### EXERCISE:
Because the copy must hold no pictures, return the data below with all of its words intact.

### SUPPLIED ENTRIES:
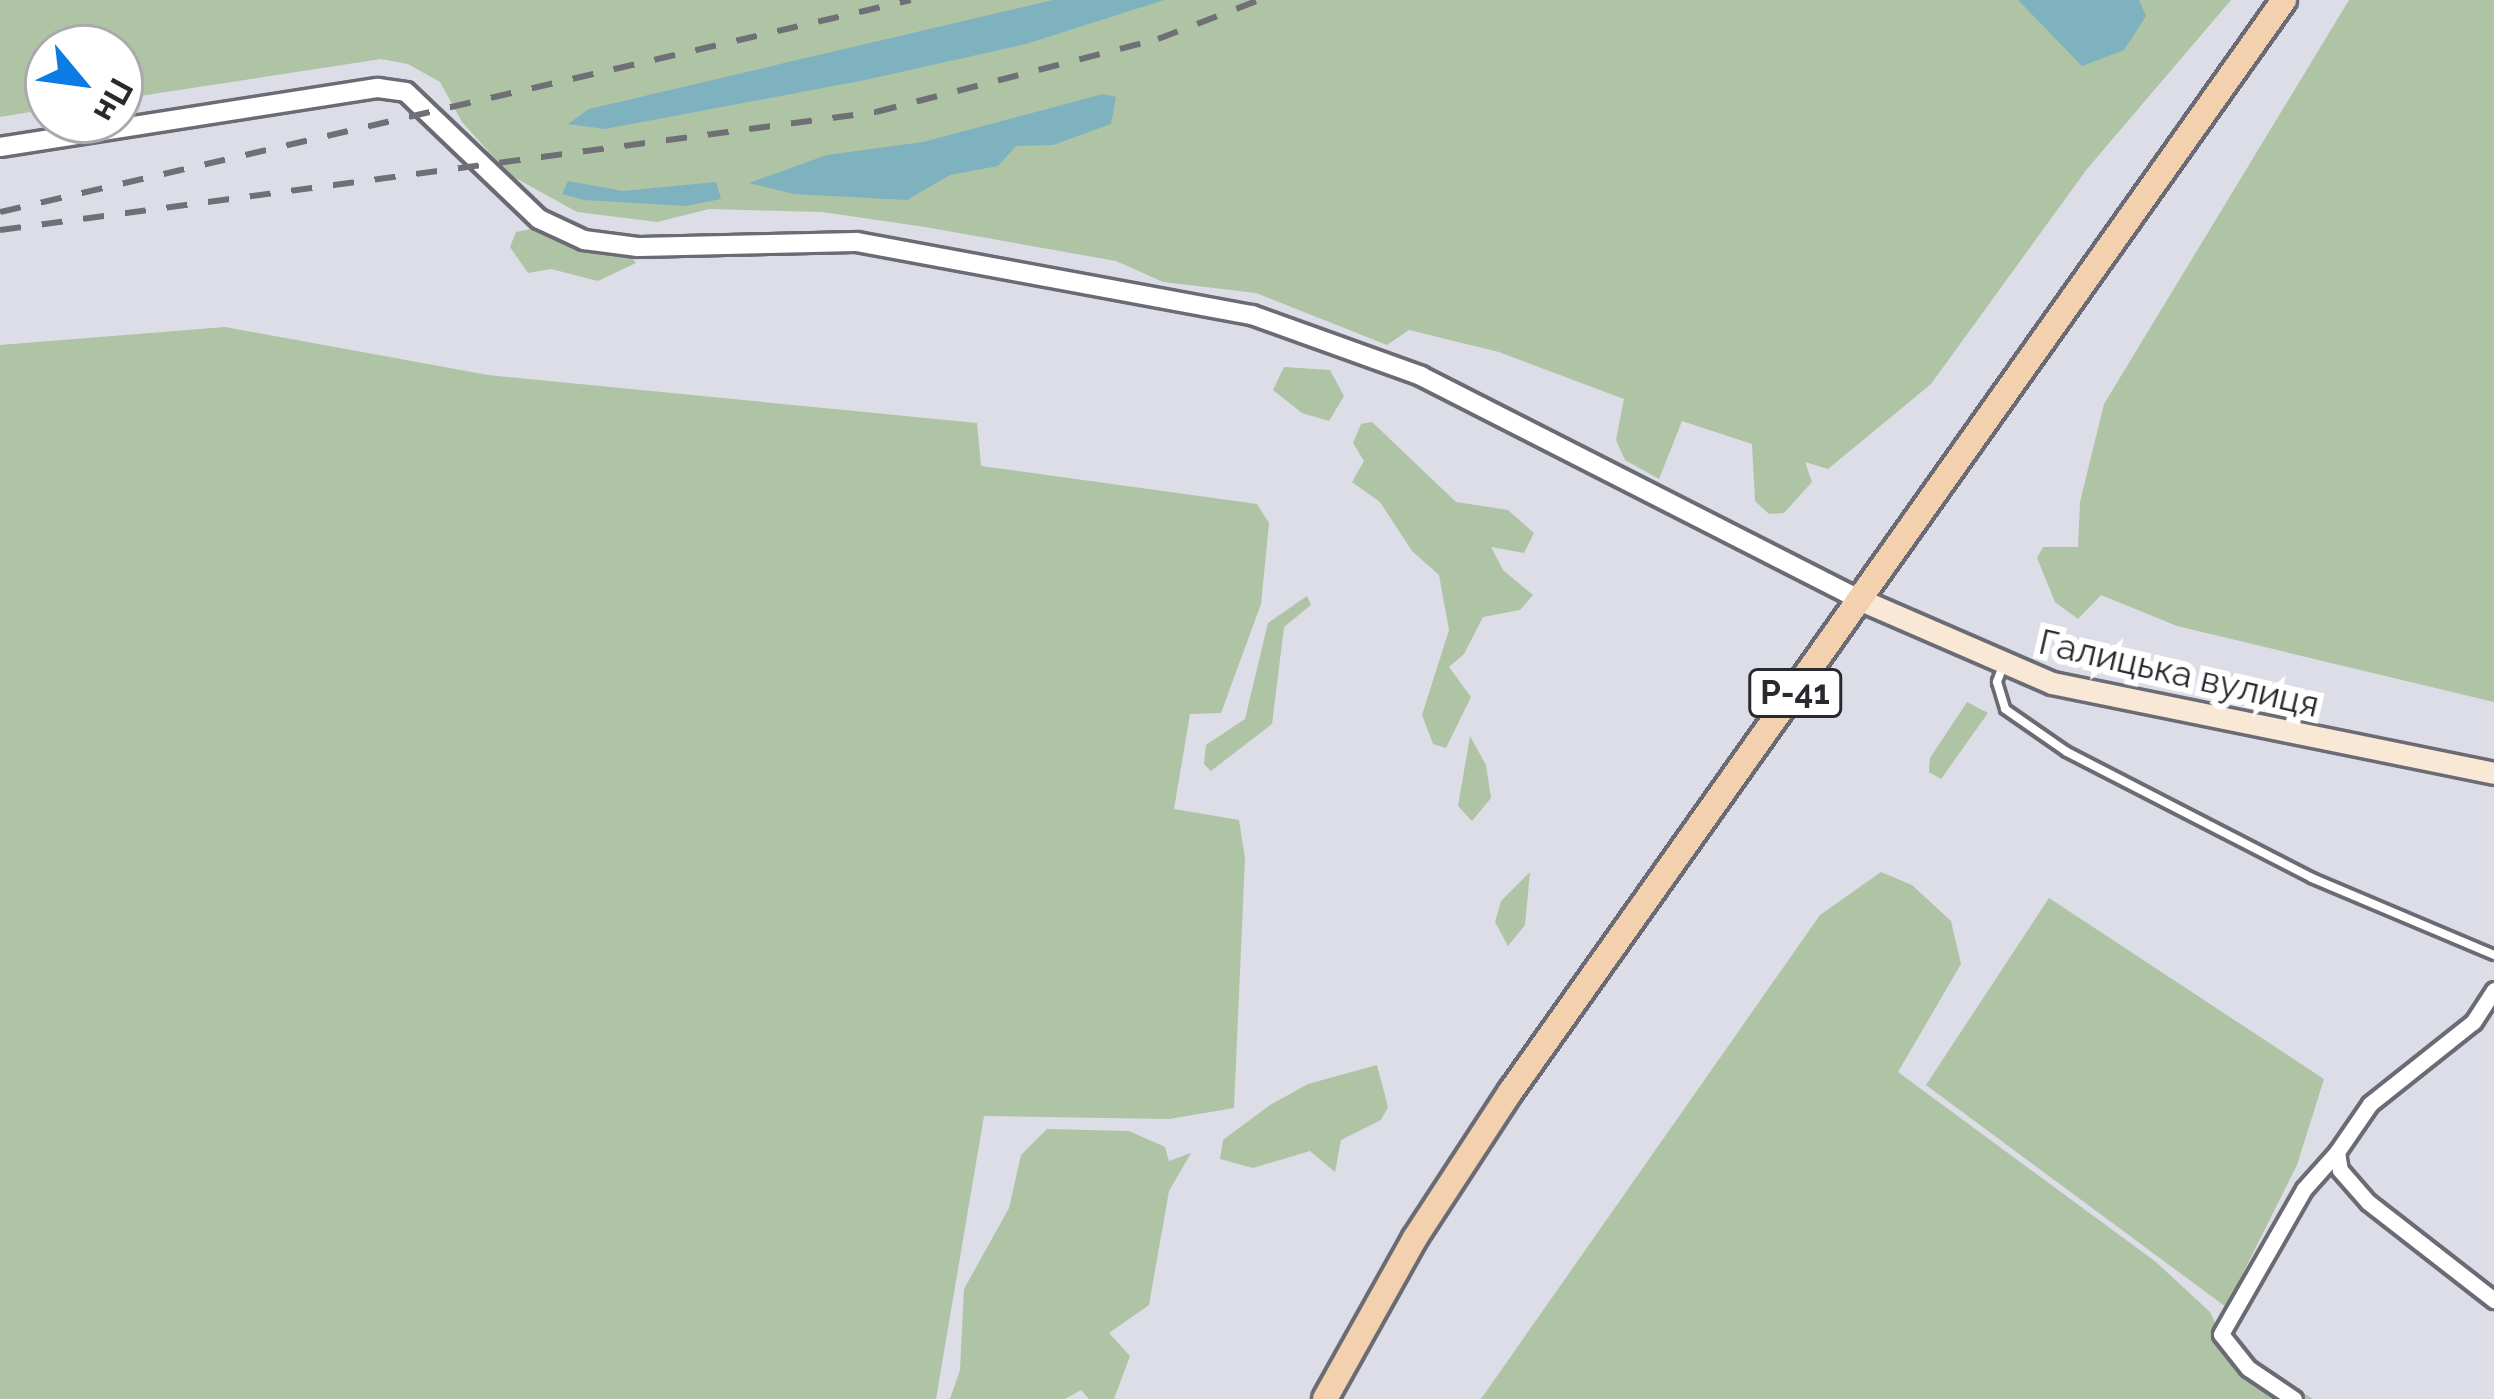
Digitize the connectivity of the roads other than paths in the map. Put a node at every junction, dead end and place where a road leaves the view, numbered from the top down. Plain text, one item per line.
1 (2284, 0) edge
2 (0, 147) edge
3 (1861, 600) junction
4 (2004, 665) junction
5 (2494, 773) edge
6 (2494, 955) edge
7 (2494, 990) edge
8 (2337, 1152) junction
9 (2494, 1300) edge
10 (1325, 1399) edge
11 (2294, 1399) edge

1 - 3 main road, Р-41
2 - 3 street
3 - 4 main road, Галицька вулиця
3 - 10 main road, Р-41
4 - 5 main road, Галицька вулиця
4 - 6 lane
7 - 8 street
8 - 9 street
8 - 11 street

### SOLUTION FOR THIS TASK:
Digitize the connectivity of the roads other than paths in the map. Put a node at every junction, dead end and place where a road leaves the view, numbered from the top down. Plain text, one item per line.
1 (2284, 0) edge
2 (0, 147) edge
3 (1861, 600) junction
4 (2004, 665) junction
5 (2494, 773) edge
6 (2494, 955) edge
7 (2494, 990) edge
8 (2337, 1152) junction
9 (2494, 1300) edge
10 (1325, 1399) edge
11 (2294, 1399) edge

1 - 3 main road, Р-41
2 - 3 street
3 - 4 main road, Галицька вулиця
3 - 10 main road, Р-41
4 - 5 main road, Галицька вулиця
4 - 6 lane
7 - 8 street
8 - 9 street
8 - 11 street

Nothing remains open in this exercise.